Directions for this task — Retype, word for word, every line from the one holding "cairo_arc(ctx, x + r, y + r, r, M_PI, 1.5" through the one holding "cairo_set_operator(ctx, CAIRO_OPERATOR_SOURCE);" in the entries below, both included, and only those lines.

Provided data —

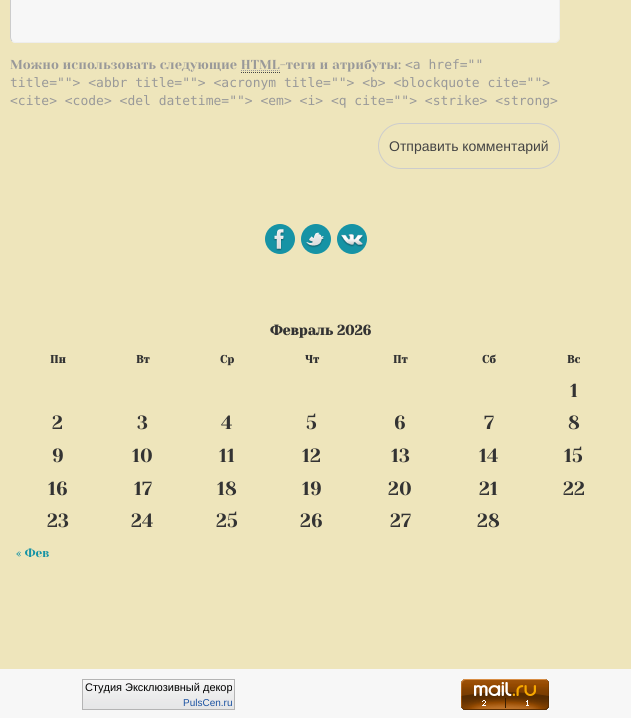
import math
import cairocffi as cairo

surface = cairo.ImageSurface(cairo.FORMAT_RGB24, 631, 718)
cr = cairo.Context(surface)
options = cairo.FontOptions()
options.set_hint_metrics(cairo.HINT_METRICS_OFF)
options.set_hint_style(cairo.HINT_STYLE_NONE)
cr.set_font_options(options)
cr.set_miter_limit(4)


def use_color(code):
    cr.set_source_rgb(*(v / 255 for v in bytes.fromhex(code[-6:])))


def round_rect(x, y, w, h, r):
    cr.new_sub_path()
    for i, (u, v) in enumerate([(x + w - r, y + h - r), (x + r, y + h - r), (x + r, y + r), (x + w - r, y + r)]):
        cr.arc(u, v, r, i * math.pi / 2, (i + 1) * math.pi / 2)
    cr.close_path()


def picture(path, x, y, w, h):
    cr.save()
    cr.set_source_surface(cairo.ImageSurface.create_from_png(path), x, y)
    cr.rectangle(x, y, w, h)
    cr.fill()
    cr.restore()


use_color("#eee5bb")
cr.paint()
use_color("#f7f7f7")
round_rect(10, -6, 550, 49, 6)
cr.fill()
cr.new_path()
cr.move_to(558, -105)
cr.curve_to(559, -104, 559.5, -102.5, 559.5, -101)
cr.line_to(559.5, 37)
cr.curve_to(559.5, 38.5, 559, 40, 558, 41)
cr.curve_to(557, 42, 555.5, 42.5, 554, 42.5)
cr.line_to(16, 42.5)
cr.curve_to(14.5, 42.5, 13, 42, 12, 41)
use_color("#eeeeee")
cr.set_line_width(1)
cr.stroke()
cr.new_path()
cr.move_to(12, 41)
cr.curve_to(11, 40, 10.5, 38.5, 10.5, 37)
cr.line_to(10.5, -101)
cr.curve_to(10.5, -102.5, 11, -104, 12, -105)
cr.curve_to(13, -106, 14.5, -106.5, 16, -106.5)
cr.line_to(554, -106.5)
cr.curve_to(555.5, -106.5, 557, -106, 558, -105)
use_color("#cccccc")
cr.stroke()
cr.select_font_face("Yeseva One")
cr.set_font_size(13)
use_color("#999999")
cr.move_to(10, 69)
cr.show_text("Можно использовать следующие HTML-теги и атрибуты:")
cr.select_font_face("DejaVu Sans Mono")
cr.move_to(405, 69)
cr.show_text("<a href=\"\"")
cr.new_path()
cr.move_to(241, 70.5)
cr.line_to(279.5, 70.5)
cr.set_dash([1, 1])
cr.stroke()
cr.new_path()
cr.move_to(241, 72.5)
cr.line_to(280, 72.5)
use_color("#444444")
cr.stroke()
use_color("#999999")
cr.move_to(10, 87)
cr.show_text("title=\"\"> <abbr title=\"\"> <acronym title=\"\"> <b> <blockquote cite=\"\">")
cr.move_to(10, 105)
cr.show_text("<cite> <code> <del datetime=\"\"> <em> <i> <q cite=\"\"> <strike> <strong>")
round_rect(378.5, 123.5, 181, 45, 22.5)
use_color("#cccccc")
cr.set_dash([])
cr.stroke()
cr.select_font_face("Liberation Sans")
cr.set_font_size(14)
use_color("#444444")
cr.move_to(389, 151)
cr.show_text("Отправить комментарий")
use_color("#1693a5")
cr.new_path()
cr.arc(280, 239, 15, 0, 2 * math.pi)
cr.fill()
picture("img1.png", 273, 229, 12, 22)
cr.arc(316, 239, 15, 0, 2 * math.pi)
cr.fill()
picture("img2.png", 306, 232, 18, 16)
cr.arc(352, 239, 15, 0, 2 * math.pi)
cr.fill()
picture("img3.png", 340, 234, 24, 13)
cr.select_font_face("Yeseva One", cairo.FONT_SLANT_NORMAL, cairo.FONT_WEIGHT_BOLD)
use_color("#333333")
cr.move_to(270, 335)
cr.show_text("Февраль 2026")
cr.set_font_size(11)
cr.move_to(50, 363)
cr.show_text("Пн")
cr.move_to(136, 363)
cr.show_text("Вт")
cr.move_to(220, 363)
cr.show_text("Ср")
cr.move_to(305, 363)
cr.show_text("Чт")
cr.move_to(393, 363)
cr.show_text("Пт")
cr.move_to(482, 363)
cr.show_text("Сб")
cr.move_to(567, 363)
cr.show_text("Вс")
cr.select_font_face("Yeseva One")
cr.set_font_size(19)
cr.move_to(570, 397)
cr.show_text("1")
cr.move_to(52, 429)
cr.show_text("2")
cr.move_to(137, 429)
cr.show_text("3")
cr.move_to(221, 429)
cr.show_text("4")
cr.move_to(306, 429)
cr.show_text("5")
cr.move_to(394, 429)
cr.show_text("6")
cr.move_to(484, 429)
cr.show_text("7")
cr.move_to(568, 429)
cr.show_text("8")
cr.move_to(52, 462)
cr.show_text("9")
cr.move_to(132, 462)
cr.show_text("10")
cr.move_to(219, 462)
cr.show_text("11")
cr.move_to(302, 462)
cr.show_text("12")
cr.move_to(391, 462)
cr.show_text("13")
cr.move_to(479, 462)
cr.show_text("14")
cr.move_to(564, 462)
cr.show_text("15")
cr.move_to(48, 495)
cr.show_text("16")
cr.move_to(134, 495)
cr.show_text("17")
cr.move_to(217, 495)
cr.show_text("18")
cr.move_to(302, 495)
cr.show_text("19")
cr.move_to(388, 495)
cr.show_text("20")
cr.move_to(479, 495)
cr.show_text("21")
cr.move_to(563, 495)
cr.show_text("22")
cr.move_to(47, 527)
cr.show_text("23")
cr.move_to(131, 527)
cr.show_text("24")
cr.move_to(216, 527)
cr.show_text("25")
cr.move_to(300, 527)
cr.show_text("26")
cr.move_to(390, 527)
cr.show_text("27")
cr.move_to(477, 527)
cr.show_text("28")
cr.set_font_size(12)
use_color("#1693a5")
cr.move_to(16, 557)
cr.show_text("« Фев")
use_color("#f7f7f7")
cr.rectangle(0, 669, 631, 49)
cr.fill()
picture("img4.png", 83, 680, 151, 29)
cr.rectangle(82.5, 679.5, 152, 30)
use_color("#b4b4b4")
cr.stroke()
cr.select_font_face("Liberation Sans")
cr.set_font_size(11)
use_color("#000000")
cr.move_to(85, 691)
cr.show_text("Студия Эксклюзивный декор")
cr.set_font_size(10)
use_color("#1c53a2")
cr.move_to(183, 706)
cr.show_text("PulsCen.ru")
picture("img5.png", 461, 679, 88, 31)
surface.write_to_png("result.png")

---

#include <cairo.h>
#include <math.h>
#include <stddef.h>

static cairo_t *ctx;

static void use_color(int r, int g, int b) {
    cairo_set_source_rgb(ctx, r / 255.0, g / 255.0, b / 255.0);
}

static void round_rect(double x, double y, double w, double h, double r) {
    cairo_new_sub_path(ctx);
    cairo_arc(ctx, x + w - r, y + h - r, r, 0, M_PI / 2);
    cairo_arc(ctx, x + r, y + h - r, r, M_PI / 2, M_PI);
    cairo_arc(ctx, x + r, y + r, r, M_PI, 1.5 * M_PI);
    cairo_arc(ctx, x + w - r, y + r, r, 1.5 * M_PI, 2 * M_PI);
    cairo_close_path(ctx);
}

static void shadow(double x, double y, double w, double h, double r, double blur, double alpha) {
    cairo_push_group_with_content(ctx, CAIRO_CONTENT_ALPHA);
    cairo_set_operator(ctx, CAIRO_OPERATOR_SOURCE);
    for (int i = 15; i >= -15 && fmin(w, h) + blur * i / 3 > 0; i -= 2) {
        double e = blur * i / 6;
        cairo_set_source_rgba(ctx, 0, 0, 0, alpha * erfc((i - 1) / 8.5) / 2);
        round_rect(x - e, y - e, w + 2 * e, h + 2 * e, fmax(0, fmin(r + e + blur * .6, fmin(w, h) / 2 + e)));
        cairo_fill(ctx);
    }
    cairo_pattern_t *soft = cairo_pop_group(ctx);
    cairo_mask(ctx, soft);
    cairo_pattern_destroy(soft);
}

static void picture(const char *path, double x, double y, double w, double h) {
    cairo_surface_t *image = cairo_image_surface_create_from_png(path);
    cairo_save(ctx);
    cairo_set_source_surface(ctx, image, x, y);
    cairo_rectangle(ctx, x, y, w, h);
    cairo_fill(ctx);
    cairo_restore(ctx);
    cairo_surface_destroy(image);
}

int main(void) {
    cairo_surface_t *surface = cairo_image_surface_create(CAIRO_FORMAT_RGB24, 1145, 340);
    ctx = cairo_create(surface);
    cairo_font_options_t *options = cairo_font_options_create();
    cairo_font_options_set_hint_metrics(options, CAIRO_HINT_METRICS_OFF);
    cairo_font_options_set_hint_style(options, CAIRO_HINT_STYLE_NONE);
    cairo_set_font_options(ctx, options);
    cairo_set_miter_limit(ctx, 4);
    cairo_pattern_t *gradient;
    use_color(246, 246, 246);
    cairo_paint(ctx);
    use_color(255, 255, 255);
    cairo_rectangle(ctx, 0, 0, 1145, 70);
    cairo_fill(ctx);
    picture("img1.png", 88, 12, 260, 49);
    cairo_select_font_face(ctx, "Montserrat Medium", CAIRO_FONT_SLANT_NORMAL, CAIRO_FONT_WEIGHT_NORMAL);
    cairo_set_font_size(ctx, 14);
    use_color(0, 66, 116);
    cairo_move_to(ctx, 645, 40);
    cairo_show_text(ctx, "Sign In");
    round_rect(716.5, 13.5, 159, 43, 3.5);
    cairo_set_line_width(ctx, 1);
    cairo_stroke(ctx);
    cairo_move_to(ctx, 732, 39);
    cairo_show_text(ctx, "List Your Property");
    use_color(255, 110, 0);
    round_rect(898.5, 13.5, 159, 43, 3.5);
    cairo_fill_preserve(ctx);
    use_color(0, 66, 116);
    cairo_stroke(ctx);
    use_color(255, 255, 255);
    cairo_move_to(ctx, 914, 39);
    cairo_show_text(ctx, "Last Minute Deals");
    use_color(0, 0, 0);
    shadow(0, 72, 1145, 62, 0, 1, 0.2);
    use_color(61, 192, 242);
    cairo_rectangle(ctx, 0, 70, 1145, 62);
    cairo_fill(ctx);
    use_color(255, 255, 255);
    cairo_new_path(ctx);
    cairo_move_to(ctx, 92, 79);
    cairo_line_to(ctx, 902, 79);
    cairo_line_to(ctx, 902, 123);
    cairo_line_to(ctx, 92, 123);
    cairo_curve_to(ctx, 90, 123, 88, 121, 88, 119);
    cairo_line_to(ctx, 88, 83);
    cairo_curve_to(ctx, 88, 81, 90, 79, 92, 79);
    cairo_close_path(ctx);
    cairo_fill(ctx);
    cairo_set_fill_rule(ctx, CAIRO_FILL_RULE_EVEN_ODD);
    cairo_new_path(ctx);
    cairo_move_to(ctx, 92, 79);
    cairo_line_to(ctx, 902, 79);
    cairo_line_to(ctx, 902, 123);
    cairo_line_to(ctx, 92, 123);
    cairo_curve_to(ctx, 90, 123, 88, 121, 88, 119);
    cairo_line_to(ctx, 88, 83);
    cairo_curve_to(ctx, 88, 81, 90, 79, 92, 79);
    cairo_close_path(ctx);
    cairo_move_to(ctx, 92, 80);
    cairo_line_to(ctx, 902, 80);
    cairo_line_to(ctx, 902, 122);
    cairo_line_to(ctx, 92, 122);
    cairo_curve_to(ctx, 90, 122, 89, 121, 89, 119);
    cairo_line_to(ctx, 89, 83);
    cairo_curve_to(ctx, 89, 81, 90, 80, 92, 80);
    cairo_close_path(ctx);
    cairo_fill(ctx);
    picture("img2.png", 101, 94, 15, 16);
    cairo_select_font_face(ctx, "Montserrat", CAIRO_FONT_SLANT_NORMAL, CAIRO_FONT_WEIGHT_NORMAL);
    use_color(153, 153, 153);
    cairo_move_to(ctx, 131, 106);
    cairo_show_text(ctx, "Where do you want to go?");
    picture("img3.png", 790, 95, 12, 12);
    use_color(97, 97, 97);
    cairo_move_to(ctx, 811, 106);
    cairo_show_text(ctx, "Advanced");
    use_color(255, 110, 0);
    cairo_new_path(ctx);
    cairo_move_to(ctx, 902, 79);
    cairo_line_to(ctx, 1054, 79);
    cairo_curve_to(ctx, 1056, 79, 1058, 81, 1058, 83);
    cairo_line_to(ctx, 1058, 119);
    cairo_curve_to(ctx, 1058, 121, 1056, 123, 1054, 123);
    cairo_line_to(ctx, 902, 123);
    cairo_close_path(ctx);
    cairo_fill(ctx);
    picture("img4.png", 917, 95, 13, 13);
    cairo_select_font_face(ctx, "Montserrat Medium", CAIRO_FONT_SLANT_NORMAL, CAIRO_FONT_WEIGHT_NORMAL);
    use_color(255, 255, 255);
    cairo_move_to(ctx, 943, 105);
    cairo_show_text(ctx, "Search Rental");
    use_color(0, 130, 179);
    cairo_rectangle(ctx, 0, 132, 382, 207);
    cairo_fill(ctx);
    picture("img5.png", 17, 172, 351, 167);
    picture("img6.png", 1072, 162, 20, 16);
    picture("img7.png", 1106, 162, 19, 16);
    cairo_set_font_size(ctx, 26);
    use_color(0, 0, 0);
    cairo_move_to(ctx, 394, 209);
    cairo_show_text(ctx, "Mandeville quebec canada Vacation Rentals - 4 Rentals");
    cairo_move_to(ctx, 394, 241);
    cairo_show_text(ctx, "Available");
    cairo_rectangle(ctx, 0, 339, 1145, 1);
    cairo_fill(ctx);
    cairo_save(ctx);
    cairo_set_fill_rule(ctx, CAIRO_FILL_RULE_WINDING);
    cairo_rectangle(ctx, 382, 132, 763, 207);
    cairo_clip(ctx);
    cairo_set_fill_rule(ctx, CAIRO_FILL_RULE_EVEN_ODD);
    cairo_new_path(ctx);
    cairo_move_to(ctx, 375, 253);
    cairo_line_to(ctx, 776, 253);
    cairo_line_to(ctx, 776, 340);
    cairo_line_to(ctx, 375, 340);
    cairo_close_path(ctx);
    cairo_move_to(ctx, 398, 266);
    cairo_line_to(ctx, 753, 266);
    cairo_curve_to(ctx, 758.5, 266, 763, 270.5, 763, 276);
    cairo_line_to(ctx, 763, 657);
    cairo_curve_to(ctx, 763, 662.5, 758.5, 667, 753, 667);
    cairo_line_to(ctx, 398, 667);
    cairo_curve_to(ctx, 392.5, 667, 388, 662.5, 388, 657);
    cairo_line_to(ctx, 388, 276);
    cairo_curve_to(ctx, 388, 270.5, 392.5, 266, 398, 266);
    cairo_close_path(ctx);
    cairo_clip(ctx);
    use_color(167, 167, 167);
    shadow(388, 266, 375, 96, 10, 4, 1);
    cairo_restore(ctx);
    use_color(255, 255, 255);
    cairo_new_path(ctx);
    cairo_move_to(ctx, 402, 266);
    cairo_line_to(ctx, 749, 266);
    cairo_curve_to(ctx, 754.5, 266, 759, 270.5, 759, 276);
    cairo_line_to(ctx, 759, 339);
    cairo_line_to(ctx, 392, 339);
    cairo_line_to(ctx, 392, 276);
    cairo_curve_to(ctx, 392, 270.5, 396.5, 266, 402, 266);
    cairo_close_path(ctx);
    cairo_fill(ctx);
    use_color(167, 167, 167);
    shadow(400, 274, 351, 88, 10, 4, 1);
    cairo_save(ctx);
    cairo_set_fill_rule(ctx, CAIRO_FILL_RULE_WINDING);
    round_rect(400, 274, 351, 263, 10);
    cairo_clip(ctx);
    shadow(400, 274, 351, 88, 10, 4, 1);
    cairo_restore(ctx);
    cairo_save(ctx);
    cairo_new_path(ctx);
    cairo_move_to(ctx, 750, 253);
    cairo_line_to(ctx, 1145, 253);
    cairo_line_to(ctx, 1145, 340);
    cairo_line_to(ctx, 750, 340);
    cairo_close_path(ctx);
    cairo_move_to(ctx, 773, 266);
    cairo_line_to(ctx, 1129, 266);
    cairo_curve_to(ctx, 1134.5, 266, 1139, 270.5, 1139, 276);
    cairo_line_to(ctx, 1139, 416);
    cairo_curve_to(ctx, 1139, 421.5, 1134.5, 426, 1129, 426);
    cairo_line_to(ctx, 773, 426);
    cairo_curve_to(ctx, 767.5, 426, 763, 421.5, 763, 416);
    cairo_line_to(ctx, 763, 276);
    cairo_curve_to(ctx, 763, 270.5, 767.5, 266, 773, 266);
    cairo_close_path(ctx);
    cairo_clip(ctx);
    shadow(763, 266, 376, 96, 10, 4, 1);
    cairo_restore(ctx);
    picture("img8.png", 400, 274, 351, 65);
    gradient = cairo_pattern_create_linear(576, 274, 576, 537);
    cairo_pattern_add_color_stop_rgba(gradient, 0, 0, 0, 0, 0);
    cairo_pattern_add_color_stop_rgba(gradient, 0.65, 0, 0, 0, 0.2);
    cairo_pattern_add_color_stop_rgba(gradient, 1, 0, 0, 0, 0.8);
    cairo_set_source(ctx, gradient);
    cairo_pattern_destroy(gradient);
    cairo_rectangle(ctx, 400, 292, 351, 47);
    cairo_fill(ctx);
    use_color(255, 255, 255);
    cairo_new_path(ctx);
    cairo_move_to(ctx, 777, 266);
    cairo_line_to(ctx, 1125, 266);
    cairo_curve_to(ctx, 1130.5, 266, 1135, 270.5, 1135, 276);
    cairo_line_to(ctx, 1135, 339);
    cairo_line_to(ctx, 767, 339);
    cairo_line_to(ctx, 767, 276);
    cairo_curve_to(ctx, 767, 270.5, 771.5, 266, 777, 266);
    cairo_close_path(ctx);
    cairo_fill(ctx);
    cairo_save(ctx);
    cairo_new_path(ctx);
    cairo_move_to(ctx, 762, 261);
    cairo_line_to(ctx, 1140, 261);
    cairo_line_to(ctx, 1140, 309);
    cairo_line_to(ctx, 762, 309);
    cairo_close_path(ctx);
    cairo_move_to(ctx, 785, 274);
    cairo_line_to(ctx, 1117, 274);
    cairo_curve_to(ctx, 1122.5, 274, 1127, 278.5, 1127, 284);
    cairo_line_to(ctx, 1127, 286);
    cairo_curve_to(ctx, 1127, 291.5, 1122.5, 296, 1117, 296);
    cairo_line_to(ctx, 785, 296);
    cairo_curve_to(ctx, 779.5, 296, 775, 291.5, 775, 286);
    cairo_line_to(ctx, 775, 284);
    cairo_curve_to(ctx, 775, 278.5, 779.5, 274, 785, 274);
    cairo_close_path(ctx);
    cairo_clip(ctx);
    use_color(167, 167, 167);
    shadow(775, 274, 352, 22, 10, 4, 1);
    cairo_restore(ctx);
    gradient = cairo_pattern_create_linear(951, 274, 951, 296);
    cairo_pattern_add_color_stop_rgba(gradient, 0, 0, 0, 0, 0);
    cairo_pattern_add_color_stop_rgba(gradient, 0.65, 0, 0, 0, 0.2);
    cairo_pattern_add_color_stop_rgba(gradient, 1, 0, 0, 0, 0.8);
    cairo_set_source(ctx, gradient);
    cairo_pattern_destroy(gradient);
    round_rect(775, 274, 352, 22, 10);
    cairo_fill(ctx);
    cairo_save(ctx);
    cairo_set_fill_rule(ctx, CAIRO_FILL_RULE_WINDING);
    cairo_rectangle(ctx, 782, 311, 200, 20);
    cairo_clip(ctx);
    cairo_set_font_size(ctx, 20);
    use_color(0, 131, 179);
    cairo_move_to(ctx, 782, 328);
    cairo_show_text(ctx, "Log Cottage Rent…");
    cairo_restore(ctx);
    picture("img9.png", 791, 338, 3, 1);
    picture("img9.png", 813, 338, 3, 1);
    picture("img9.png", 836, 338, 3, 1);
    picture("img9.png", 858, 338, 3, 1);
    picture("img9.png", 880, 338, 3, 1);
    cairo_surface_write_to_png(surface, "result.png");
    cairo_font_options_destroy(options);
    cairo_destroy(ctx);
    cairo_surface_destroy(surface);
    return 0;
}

Answer to this exercise —
    cairo_arc(ctx, x + r, y + r, r, M_PI, 1.5 * M_PI);
    cairo_arc(ctx, x + w - r, y + r, r, 1.5 * M_PI, 2 * M_PI);
    cairo_close_path(ctx);
}

static void shadow(double x, double y, double w, double h, double r, double blur, double alpha) {
    cairo_push_group_with_content(ctx, CAIRO_CONTENT_ALPHA);
    cairo_set_operator(ctx, CAIRO_OPERATOR_SOURCE);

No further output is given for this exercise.